Task to carry out:
Each entry is to be reproduced verbatim, and images are to be omitted.

▬▬▬▬▬▬▬▬▬▬

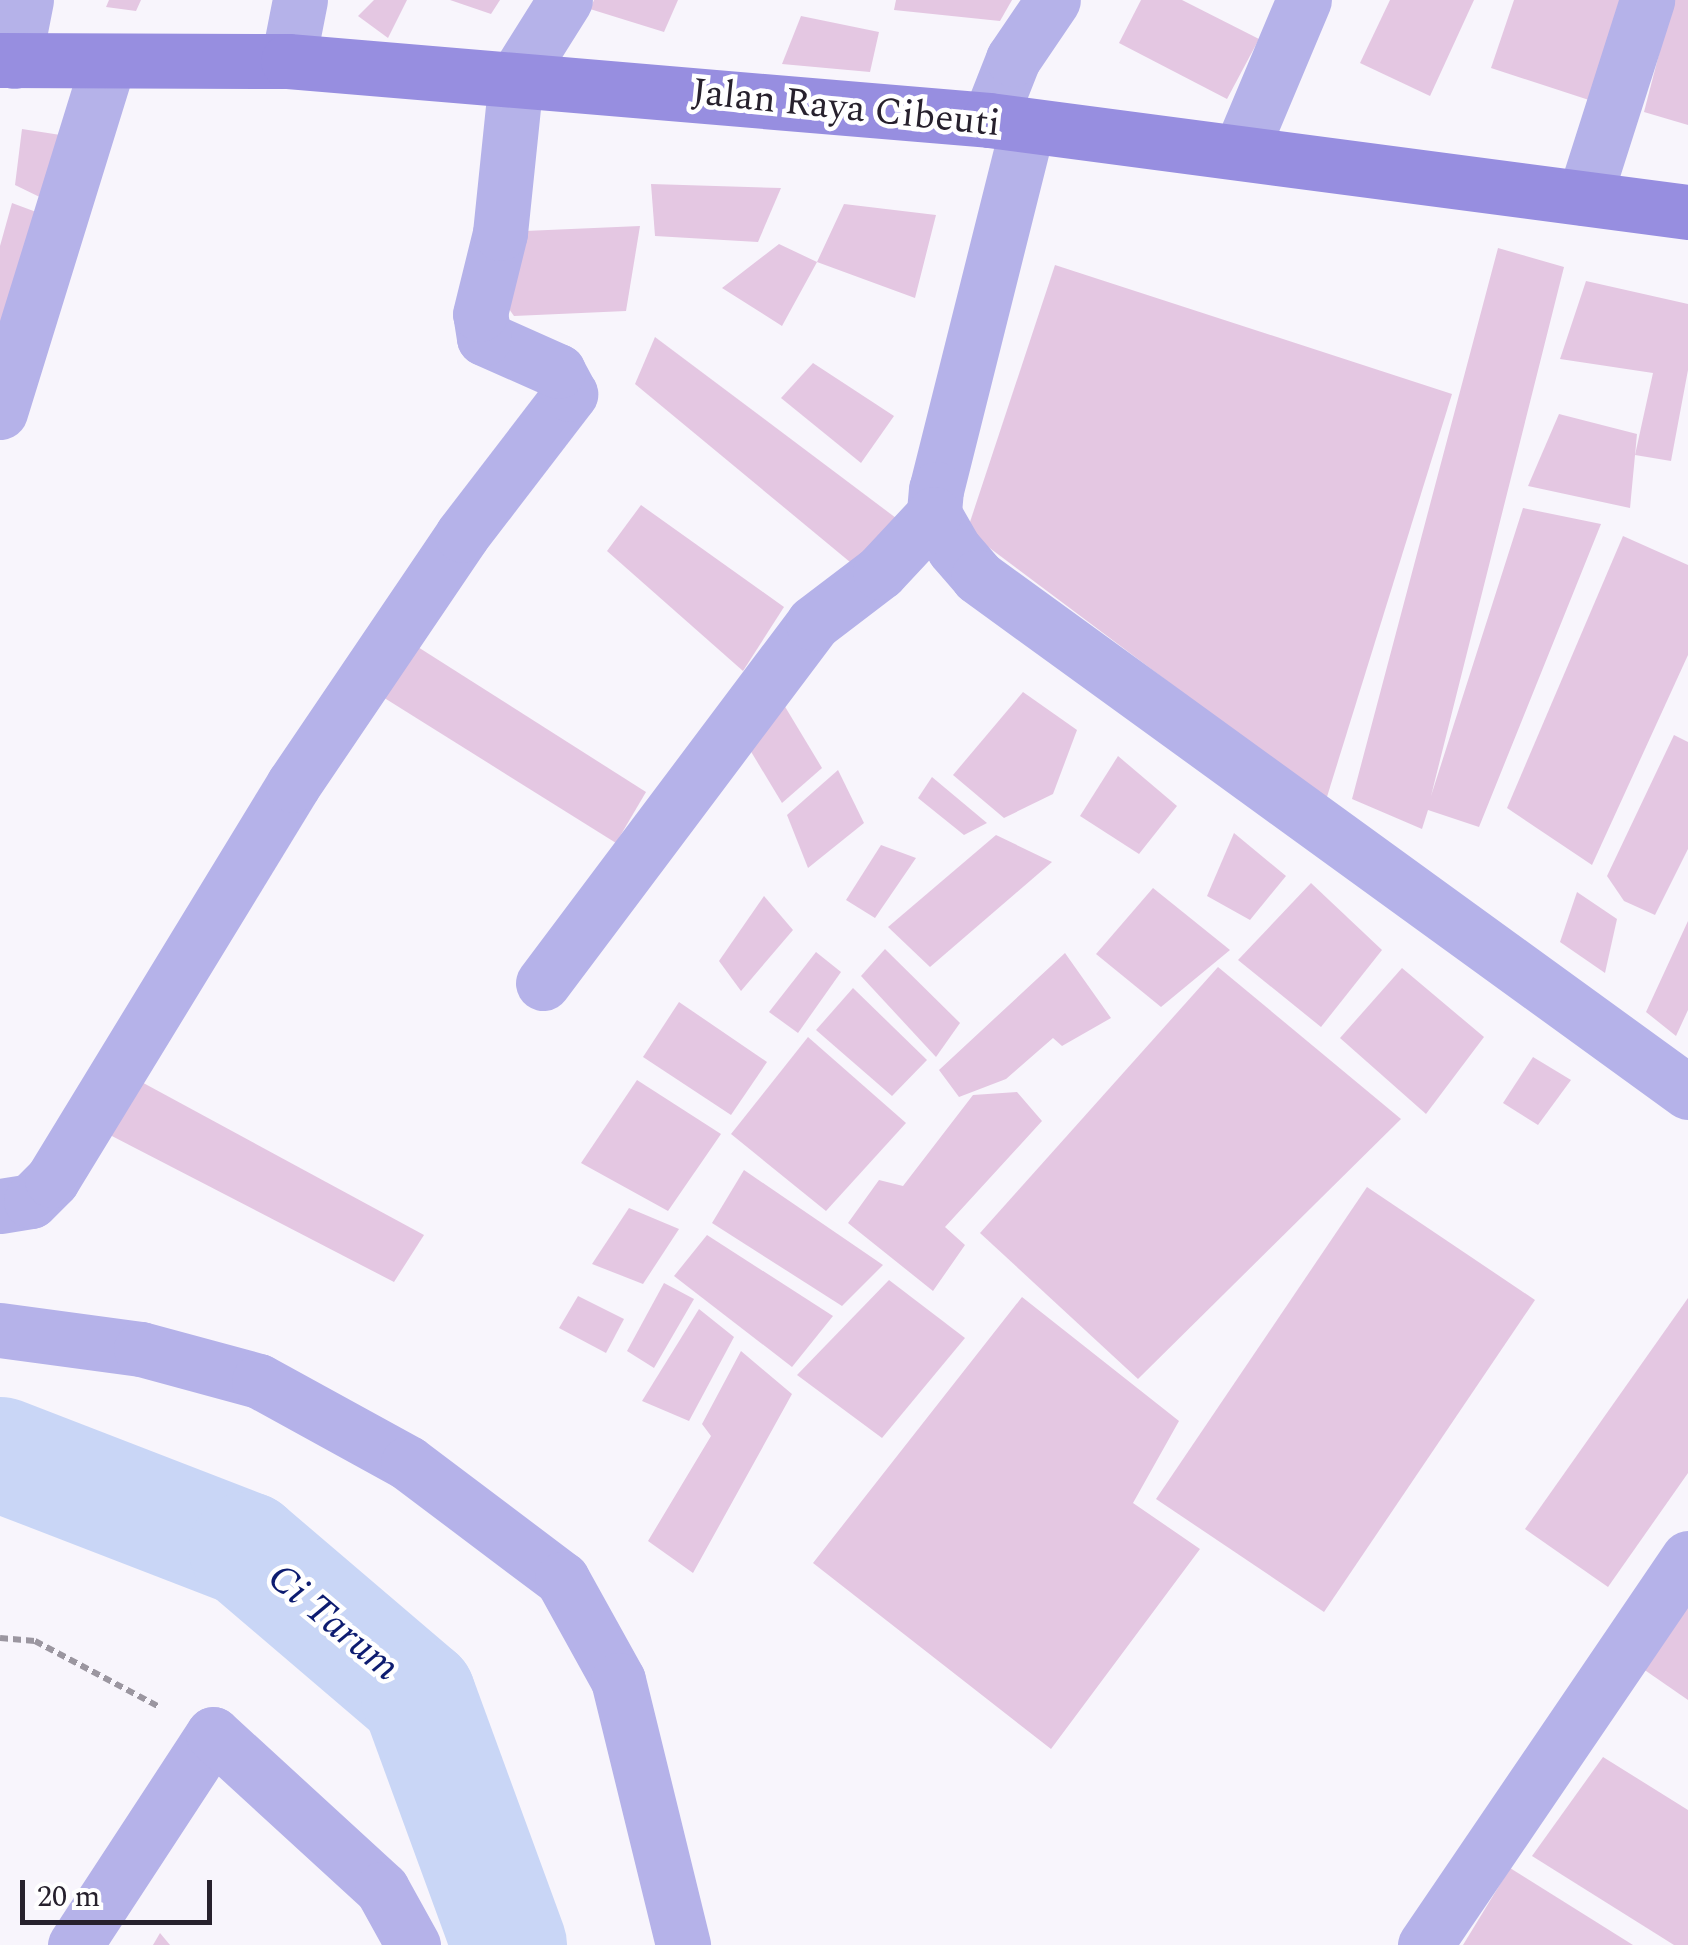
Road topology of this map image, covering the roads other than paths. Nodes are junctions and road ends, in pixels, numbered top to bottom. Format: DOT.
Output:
graph roads {
  1 [pos="26,0"];
  2 [pos="300,0"];
  3 [pos="565,0"];
  4 [pos="1053,0"];
  5 [pos="1304,0"];
  6 [pos="1646,0"];
  7 [pos="7,60"];
  8 [pos="288,62"];
  9 [pos="108,63"];
  10 [pos="516,78"];
  11 [pos="1008,124"];
  12 [pos="1240,152"];
  13 [pos="1584,198"];
  14 [pos="1688,212"];
  15 [pos="0,412"];
  16 [pos="934,514"];
  17 [pos="542,983"];
  18 [pos="1688,1092"];
  19 [pos="0,1206"];
  20 [pos="0,1330"];
  21 [pos="1688,1558"];
  22 [pos="75,1945"];
  23 [pos="413,1945"];
  24 [pos="682,1945"];
  25 [pos="1425,1945"];
  1 -- 7 [label="street"];
  2 -- 8 [label="street"];
  3 -- 10 [label="street"];
  4 -- 11 [label="street"];
  5 -- 12 [label="street"];
  6 -- 13 [label="street"];
  7 -- 9 [label="main road, Jalan Raya Cibeuti"];
  8 -- 9 [label="main road, Jalan Raya Cibeuti"];
  8 -- 10 [label="main road, Jalan Raya Cibeuti"];
  9 -- 15 [label="street"];
  10 -- 11 [label="main road, Jalan Raya Cibeuti"];
  10 -- 19 [label="street"];
  11 -- 12 [label="main road, Jalan Raya Cibeuti"];
  11 -- 16 [label="street"];
  12 -- 13 [label="main road, Jalan Raya Cibeuti"];
  13 -- 14 [label="main road, Jalan Raya Cibeuti"];
  16 -- 17 [label="street"];
  16 -- 18 [label="street"];
  20 -- 24 [label="street"];
  21 -- 25 [label="street"];
  22 -- 23 [label="street"];
}
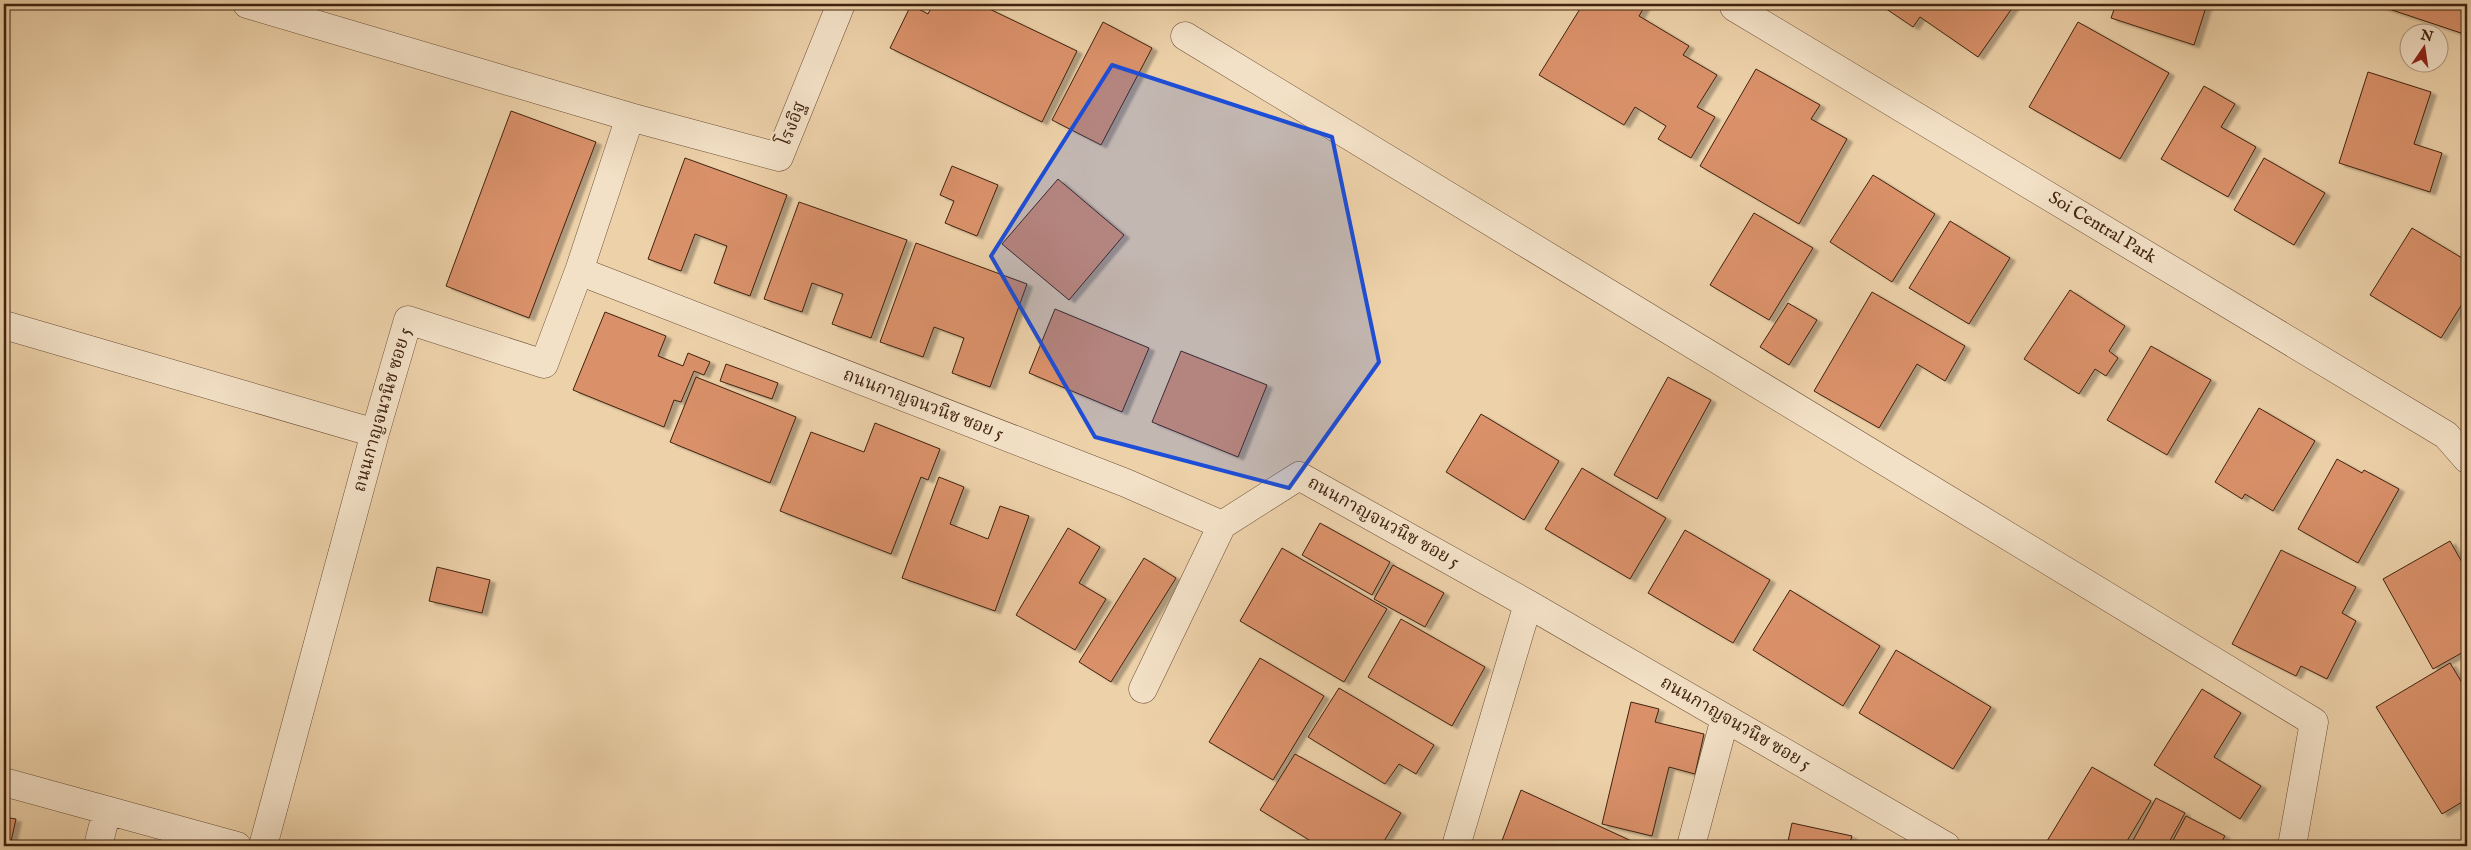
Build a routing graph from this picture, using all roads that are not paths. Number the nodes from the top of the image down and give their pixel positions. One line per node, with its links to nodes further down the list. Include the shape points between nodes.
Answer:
1 (247, 4): 5 (street)
2 (841, 4): 5 (street, โรงอิฐ, via 779,157)
3 (1735, 4): 9 (street, Soi Central Park, via 1734,7 2446,435)
4 (1185, 36): 22 (street, via 2314,722)
5 (630, 117): 6 (street)
6 (579, 271): 8 (street, ถนนกาญจนวนิช ซอย 5, via 544,364 408,320); 10 (street, ถนนกาญจนวนิช ซอย 5, via 1126,484)
7 (4, 325): 8 (street)
8 (375, 433): 18 (street, ถนนกาญจนวนิช ซอย 5)
9 (2467, 459)
10 (1222, 525): 11 (street, ถนนกาญจนวนิช ซอย 5, via 1299,476); 12 (street)
11 (1528, 604): 13 (street, ถนนกาญจนวนิช ซอย 5); 19 (street)
12 (1143, 689)
13 (1725, 718): 20 (street); 21 (street, ถนนกาญจนวนิช ซอย 5)
14 (4, 782): 15 (street)
15 (107, 810): 16 (street); 17 (street)
16 (98, 846)
17 (237, 846)
18 (263, 846)
19 (1456, 846)
20 (1691, 846)
21 (1946, 846)
22 (2292, 846)

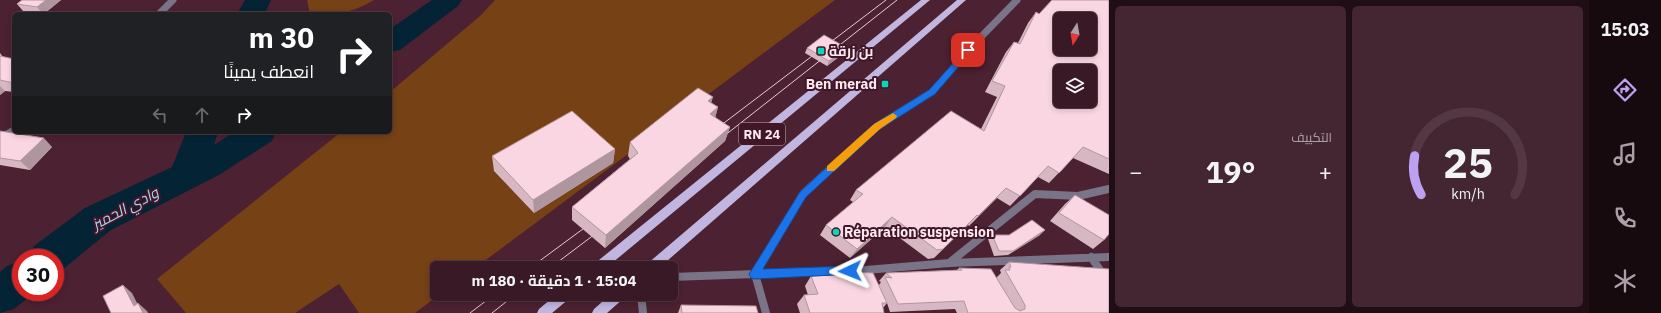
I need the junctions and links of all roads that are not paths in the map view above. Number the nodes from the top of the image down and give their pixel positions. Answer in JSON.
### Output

▬▬▬▬▬▬▬▬▬▬

Answer:
Road topology of this map image, covering the roads other than paths. Nodes are junctions and road ends, in pixels, numbered top to bottom. Format: DOT.
Output:
graph roads {
  1 [pos="26,0"];
  2 [pos="300,0"];
  3 [pos="565,0"];
  4 [pos="1053,0"];
  5 [pos="1304,0"];
  6 [pos="1646,0"];
  7 [pos="7,60"];
  8 [pos="288,62"];
  9 [pos="108,63"];
  10 [pos="516,78"];
  11 [pos="1008,124"];
  12 [pos="1240,152"];
  13 [pos="1584,198"];
  14 [pos="1688,212"];
  15 [pos="0,412"];
  16 [pos="934,514"];
  17 [pos="542,983"];
  18 [pos="1688,1092"];
  19 [pos="0,1206"];
  20 [pos="0,1330"];
  21 [pos="1688,1558"];
  22 [pos="75,1945"];
  23 [pos="413,1945"];
  24 [pos="682,1945"];
  25 [pos="1425,1945"];
  1 -- 7 [label="street"];
  2 -- 8 [label="street"];
  3 -- 10 [label="street"];
  4 -- 11 [label="street"];
  5 -- 12 [label="street"];
  6 -- 13 [label="street"];
  7 -- 9 [label="main road, Jalan Raya Cibeuti"];
  8 -- 9 [label="main road, Jalan Raya Cibeuti"];
  8 -- 10 [label="main road, Jalan Raya Cibeuti"];
  9 -- 15 [label="street"];
  10 -- 11 [label="main road, Jalan Raya Cibeuti"];
  10 -- 19 [label="street"];
  11 -- 12 [label="main road, Jalan Raya Cibeuti"];
  11 -- 16 [label="street"];
  12 -- 13 [label="main road, Jalan Raya Cibeuti"];
  13 -- 14 [label="main road, Jalan Raya Cibeuti"];
  16 -- 17 [label="street"];
  16 -- 18 [label="street"];
  20 -- 24 [label="street"];
  21 -- 25 [label="street"];
  22 -- 23 [label="street"];
}
Build a routing graph from this picture, using all roads that are not paths. Number the nodes from the top of the image down and give their pixel positions. One line per node, with its links to nodes further down the list. Include the shape points between nodes.
Answer:
1 (247, 4): 5 (street)
2 (841, 4): 5 (street, โรงอิฐ, via 779,157)
3 (1735, 4): 9 (street, Soi Central Park, via 1734,7 2446,435)
4 (1185, 36): 22 (street, via 2314,722)
5 (630, 117): 6 (street)
6 (579, 271): 8 (street, ถนนกาญจนวนิช ซอย 5, via 544,364 408,320); 10 (street, ถนนกาญจนวนิช ซอย 5, via 1126,484)
7 (4, 325): 8 (street)
8 (375, 433): 18 (street, ถนนกาญจนวนิช ซอย 5)
9 (2467, 459)
10 (1222, 525): 11 (street, ถนนกาญจนวนิช ซอย 5, via 1299,476); 12 (street)
11 (1528, 604): 13 (street, ถนนกาญจนวนิช ซอย 5); 19 (street)
12 (1143, 689)
13 (1725, 718): 20 (street); 21 (street, ถนนกาญจนวนิช ซอย 5)
14 (4, 782): 15 (street)
15 (107, 810): 16 (street); 17 (street)
16 (98, 846)
17 (237, 846)
18 (263, 846)
19 (1456, 846)
20 (1691, 846)
21 (1946, 846)
22 (2292, 846)

I need the junctions and links of all roads that are not paths in the map view above. Number the nodes from the top of the image down and give their pixel positions. Answer in JSON.
### Output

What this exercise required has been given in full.